Alınan karar gereğince,
bu kısmın 286'ncı sırasında yer alan, Tekirdağ Milletvekili Mehmet
Nuri Saygun ve 30 milletvekilinin, küresel ısınma konusunun araştırılarak
alınması gereken önlemlerin belirlenmesi amacıyla; 338'inci sırasında
yer alan, Ankara Milletvekili Yakup Kepenek ve 59 milletvekilinin,
küresel ısınmanın ülkemizdeki etkilerinin araştırılarak alınması
gereken önlemlerin belirlenmesi amacıyla ve 356'ncı sırasında yer
alan, Gaziantep Milletvekili Fatma Şahin ve 20 milletvekilinin, küresel
ısınmanın neden olduğu sorunların ve oluşturduğu riskin araştırılarak
alınması gereken önlemlerin belirlenmesi amacıyla Anayasa'nın
98'inci, İç Tüzük'ün 104 ve 105'inci maddeleri uyarınca bir Meclis
araştırması açılmasına ilişkin önergelerinin birlikte yapılacak
ön görüşmesine başlıyoruz.
2.- Tekirdağ Milletvekili Mehmet Nuri Saygun ve
30 milletvekilinin, küresel ısınma konusunun araştırılarak alınması
gereken önlemlerin belirlenmesi amacıyla Meclis araştırması açılmasına
ilişkin önergesi (10/351)
3.- Ankara Milletvekili Yakup Kepenek ve 59 milletvekilinin,
küresel ısınmanın ülkemizdeki etkilerinin araştırılarak alınması
gereken önlemlerin belirlenmesi amacıyla Meclis araştırması açılmasına
ilişkin önergesi (10/399)
4.- Gaziantep Milletvekili Fatma Şahin ve 20 milletvekilinin,
küresel ısınmanın neden olduğu sorunların ve oluşturduğu riskin
araştırılarak alınması gereken önlemlerin belirlenmesi amacıyla
Meclis araştırması açılmasına ilişkin önergesi (10/417)

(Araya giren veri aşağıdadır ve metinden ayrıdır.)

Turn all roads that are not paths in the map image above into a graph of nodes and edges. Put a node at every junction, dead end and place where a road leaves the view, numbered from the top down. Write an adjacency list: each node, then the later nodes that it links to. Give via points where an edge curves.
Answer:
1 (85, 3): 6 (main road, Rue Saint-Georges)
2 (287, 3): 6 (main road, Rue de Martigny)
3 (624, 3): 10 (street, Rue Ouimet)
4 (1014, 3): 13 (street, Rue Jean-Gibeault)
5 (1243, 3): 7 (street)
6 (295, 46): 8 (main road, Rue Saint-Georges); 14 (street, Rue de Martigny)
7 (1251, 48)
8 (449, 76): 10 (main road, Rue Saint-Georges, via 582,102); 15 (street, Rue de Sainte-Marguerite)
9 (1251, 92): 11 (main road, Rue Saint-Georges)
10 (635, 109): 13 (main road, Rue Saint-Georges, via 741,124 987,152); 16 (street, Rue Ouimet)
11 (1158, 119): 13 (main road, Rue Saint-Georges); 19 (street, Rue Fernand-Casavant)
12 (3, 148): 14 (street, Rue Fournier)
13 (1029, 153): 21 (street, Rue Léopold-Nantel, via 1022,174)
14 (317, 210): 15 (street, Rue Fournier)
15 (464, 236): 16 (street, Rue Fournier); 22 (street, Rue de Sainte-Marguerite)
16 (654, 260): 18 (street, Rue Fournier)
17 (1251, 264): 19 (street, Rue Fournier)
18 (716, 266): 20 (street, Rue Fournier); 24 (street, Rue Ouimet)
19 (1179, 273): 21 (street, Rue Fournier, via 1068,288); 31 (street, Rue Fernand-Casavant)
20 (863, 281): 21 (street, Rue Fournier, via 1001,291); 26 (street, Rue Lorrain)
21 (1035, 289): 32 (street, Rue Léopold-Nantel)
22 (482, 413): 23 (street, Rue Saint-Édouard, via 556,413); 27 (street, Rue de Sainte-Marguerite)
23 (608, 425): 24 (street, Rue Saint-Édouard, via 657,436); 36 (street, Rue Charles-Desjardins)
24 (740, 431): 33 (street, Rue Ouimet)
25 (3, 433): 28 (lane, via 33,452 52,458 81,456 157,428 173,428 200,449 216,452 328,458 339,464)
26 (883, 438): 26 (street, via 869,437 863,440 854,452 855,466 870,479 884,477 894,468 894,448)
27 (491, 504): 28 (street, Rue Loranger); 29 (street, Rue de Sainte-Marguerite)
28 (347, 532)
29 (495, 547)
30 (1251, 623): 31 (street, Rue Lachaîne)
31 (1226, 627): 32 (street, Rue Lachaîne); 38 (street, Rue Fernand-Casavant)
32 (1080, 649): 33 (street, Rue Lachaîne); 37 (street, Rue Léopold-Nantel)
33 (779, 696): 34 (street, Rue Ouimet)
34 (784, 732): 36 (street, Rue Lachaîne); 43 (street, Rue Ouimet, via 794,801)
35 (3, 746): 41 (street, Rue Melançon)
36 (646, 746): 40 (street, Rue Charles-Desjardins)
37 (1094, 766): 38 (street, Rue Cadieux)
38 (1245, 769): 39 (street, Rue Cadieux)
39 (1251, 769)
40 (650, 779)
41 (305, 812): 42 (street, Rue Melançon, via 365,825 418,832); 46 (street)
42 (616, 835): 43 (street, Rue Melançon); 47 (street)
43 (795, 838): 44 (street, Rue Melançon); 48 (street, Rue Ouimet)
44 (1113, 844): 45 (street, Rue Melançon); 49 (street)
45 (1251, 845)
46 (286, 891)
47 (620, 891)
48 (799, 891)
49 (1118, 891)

BAŞKAN - Hükûmet? Yerinde.
Meclis araştırması
önergeleri, Genel Kurulun 29/3/2006 tarihli 81'inci, 30/11/2006 tarihli
26'ncı, 23/01/2007 tarihli 53'üncü Birleşimlerinde okunduğundan, tekrar
okutmuyorum.
İç Tüzük'ümüze göre
Meclis araştırması açılıp açılmaması hususunda sırasıyla, Hükûmete,
siyasi parti gruplarına ve önergelerdeki birinci imza sahibine
veya onların göstereceği bir diğer imza sahibine söz verilecektir.
Konuşma süreleri,
Hükûmet ve gruplar için yirmişer dakika, önerge sahipleri için onar dakikadır.
Şimdi, söz alan sayın
üyelerin isimlerini okuyorum: (10/351, 399, 417) esas numaralı Meclis
araştırması önergelerinin ön görüşmesi üzerinde söz isteyen, Osman
Pepe, Çevre ve Orman Bakanı; Cumhuriyet Halk Partisi Grubu adına Rasim
Çakır, Edirne Milletvekili; Anavatan Partisi Grubu adına Züheyir
Amber, Hatay Milletvekili; AK Parti Grubu adına Adem Baştürk, Kayseri
Milletvekili.
Önerge sahipleri: Canan
Arıtman, İzmir Milletvekili; Yakup Kepenek, Ankara Milletvekili;
Fatma Şahin, Gaziantep Milletvekili.
İlk söz, Hükûmet adına
Osman Pepe, Çevre ve Orman Bakanı.
Buyurun Sayın Bakan.
(AK Parti sıralarından alkışlar)
Sayın Bakan, süreniz
yirmi dakikadır.
ÇEVRE VE ORMAN BAKANI
OSMAN PEPE (Kocaeli) - Sayın Başkan, değerli milletvekilleri; bugün,
dünyamızın artık değişmeyen bir gündem maddesi var. Değişmeyen bu
gündem maddesi, küresel ısınma ve iklim değişikliği. Bu, sadece bilimsel
toplantılarda tartışılan, müzakere edilen, bununla alakalı sivil
toplum örgütlerinin, sadece entelektüellerin tartıştığı bir konu
olmaktan çıkıp, geniş kitlelerin, dünyadaki bütün hükûmetlerin gündemini
oluşturan bir konu hâline gelmiştir. Öncelikle, Meclisimize böyle
bir önemli konuda bir araştırma komisyonu kurulması talebiyle verilmiş
olan önergelerden dolayı değerli milletvekili arkadaşlarımı kutluyorum.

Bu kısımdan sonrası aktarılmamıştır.